▶ _Extracted information_

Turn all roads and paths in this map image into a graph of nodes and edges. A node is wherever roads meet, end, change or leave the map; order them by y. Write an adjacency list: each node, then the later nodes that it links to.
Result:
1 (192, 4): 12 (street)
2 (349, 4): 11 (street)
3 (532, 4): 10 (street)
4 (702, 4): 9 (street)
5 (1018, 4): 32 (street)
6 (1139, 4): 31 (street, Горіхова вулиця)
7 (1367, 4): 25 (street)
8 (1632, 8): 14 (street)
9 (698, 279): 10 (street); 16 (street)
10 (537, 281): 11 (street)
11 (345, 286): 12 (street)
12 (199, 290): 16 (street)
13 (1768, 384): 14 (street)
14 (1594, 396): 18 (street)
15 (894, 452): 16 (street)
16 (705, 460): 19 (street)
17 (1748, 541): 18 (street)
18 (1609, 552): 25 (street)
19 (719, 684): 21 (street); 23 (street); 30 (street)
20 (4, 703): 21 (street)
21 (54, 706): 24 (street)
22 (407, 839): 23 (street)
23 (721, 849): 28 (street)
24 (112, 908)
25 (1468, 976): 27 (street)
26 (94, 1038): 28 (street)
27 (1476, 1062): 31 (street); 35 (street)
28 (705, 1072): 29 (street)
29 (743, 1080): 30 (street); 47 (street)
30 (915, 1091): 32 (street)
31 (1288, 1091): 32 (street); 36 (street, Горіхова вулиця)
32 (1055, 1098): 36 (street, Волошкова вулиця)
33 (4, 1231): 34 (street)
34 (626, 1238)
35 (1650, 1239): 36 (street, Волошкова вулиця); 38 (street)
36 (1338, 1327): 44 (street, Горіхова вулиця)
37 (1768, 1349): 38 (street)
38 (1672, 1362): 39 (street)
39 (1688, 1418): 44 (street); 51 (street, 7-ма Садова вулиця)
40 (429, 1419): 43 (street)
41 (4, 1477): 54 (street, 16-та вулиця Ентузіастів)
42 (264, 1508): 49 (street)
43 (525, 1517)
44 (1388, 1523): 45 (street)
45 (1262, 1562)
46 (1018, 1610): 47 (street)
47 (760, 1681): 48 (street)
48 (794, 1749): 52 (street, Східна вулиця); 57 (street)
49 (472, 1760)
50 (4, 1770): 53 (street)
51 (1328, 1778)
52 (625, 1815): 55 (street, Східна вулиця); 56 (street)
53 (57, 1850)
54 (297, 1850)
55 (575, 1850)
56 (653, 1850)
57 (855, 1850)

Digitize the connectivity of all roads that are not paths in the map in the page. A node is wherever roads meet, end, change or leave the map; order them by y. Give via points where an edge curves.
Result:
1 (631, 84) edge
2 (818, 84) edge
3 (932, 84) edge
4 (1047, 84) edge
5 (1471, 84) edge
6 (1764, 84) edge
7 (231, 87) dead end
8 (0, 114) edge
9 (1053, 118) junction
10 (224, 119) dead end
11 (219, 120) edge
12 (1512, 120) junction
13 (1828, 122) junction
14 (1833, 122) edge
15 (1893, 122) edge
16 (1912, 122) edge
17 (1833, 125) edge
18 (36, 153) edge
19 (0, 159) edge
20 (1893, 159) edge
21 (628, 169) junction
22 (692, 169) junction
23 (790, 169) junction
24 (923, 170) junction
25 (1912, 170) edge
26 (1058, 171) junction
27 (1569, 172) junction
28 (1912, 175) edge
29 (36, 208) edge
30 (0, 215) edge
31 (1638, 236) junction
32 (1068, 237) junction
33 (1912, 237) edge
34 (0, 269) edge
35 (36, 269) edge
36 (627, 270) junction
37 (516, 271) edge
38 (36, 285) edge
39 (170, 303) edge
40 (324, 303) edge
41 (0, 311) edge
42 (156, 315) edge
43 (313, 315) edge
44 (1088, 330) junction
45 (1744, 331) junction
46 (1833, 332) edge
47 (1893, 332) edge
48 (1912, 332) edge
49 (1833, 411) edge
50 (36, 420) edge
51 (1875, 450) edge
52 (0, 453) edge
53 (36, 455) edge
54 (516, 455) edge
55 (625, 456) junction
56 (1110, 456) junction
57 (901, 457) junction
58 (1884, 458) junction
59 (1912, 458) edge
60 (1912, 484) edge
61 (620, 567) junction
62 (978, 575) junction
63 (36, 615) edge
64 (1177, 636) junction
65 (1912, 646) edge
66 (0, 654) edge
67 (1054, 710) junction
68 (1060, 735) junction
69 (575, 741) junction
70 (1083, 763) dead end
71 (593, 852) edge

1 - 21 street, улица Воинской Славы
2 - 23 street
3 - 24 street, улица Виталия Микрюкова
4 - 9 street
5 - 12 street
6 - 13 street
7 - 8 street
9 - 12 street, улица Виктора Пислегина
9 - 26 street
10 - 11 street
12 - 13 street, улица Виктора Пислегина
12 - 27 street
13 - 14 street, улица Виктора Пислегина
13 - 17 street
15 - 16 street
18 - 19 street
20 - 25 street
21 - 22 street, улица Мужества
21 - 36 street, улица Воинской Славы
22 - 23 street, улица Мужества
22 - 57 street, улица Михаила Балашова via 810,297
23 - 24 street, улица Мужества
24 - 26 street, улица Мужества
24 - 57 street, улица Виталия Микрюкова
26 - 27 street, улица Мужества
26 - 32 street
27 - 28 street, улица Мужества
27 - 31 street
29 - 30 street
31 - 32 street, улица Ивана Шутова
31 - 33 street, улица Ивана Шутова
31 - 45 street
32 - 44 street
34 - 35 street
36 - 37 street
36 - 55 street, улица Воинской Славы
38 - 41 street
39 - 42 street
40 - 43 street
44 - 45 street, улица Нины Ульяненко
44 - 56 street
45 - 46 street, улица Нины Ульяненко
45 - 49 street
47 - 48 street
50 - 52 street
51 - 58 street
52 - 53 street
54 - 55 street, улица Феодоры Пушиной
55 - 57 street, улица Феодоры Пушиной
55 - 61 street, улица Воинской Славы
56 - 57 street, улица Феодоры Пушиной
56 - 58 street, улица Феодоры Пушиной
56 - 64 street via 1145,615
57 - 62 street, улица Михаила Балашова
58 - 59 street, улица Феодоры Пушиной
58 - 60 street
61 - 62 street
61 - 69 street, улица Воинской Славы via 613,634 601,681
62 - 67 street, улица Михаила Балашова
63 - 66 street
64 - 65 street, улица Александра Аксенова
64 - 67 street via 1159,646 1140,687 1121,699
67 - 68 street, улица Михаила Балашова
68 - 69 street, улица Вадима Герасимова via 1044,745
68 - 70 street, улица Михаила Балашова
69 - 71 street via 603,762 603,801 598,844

▶ _Work item_
Within the listing, how many lines carry the word "Східна"? Answer with the number alone.

▶ _Final answer_
2